> **WHAT YOU WILL DO**
List all lines of the data that include the string "other".

> **EXTRACTED INFORMATION**
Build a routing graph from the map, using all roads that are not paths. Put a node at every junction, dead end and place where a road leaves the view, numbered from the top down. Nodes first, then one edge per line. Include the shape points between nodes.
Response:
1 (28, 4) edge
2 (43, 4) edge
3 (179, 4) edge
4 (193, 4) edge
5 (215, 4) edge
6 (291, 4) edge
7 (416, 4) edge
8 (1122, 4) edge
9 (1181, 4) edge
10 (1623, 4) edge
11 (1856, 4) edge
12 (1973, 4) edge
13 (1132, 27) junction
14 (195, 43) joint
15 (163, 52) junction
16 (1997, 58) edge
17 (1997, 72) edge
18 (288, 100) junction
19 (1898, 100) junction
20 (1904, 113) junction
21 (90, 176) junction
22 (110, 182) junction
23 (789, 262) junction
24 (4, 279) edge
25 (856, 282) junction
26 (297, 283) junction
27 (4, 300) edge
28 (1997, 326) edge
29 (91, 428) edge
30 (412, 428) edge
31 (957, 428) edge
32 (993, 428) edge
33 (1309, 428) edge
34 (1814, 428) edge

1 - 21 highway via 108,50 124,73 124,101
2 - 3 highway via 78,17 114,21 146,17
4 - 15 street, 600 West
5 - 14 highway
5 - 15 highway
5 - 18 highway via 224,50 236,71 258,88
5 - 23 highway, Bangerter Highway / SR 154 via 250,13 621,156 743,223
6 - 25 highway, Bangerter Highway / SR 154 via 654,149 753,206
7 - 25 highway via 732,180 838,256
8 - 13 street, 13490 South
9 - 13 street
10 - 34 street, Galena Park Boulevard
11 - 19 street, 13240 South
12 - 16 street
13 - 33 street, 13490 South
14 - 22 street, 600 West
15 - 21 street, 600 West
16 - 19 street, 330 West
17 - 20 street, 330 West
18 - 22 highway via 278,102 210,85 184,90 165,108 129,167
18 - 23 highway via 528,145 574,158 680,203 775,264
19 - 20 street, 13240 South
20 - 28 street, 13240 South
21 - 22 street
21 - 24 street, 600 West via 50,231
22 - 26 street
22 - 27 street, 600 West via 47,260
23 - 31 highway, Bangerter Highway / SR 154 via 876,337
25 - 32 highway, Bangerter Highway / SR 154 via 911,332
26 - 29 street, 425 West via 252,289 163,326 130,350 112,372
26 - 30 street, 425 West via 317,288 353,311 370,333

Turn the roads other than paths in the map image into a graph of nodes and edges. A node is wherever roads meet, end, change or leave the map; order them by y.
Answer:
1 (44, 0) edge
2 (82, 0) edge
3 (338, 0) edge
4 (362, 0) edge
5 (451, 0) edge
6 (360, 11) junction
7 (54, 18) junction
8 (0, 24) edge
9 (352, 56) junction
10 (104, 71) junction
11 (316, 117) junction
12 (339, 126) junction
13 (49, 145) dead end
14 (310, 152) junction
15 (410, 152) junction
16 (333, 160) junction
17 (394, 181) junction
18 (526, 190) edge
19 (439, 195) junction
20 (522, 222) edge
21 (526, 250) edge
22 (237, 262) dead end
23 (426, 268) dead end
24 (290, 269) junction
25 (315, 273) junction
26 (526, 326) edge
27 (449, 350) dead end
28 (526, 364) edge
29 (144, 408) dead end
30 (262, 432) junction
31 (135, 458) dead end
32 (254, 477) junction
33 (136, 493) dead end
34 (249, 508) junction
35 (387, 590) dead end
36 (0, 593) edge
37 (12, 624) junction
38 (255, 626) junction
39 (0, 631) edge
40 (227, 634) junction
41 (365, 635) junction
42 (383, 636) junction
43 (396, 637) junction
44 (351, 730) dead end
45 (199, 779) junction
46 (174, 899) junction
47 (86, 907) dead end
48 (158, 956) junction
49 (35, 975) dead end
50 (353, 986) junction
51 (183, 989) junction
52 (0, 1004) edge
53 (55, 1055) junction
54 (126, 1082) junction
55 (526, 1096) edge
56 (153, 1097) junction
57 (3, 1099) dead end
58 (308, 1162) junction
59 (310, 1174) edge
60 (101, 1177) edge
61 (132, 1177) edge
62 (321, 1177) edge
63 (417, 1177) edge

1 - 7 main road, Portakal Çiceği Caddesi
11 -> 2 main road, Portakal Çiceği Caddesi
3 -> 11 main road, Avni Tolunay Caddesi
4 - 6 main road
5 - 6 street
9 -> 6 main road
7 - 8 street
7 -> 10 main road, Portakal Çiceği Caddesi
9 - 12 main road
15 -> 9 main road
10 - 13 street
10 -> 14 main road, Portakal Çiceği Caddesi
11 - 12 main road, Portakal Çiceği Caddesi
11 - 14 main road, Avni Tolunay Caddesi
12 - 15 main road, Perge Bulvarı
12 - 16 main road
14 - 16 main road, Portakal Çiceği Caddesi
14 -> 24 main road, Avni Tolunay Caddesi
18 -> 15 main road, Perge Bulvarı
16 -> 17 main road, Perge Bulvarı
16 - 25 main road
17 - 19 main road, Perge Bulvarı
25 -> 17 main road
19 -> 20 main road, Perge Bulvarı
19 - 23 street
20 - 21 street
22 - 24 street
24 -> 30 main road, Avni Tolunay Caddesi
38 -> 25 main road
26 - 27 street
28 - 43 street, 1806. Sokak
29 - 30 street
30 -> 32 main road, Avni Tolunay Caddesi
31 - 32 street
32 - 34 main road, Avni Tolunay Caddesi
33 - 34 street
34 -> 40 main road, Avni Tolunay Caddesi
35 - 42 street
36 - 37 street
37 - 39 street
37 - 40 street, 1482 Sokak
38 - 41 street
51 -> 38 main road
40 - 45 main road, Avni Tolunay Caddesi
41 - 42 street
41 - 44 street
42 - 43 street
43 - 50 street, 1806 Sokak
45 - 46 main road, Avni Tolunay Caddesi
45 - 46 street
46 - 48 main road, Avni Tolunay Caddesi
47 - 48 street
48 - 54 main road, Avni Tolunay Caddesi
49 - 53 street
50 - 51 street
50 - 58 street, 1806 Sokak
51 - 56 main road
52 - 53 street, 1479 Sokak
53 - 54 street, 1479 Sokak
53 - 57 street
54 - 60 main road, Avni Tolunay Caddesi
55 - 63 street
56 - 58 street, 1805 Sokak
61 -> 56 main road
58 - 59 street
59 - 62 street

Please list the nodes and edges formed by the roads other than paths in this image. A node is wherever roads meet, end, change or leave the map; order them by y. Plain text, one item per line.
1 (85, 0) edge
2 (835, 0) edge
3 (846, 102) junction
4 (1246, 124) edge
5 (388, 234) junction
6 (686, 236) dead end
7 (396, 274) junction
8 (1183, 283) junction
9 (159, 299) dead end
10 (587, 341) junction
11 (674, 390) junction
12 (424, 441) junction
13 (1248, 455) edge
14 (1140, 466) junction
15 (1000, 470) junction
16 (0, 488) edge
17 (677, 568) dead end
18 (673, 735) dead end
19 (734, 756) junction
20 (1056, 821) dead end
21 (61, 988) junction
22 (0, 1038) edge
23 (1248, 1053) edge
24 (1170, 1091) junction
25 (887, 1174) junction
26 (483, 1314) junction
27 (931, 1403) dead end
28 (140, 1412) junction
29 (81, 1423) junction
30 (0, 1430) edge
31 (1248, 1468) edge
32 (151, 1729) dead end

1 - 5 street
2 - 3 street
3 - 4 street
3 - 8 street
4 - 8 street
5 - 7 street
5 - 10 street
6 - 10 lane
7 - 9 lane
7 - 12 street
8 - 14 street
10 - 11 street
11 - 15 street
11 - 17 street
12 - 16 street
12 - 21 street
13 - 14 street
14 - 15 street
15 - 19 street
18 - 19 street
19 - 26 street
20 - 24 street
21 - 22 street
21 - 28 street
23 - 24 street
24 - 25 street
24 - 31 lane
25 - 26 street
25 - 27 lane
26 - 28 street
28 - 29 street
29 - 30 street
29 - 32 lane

> **TASK SOLUTION**
Turn the roads other than paths in the map image into a graph of nodes and edges. A node is wherever roads meet, end, change or leave the map; order them by y.
Please list the nodes and edges formed by the roads other than paths in this image. A node is wherever roads meet, end, change or leave the map; order them by y. Plain text, one item per line.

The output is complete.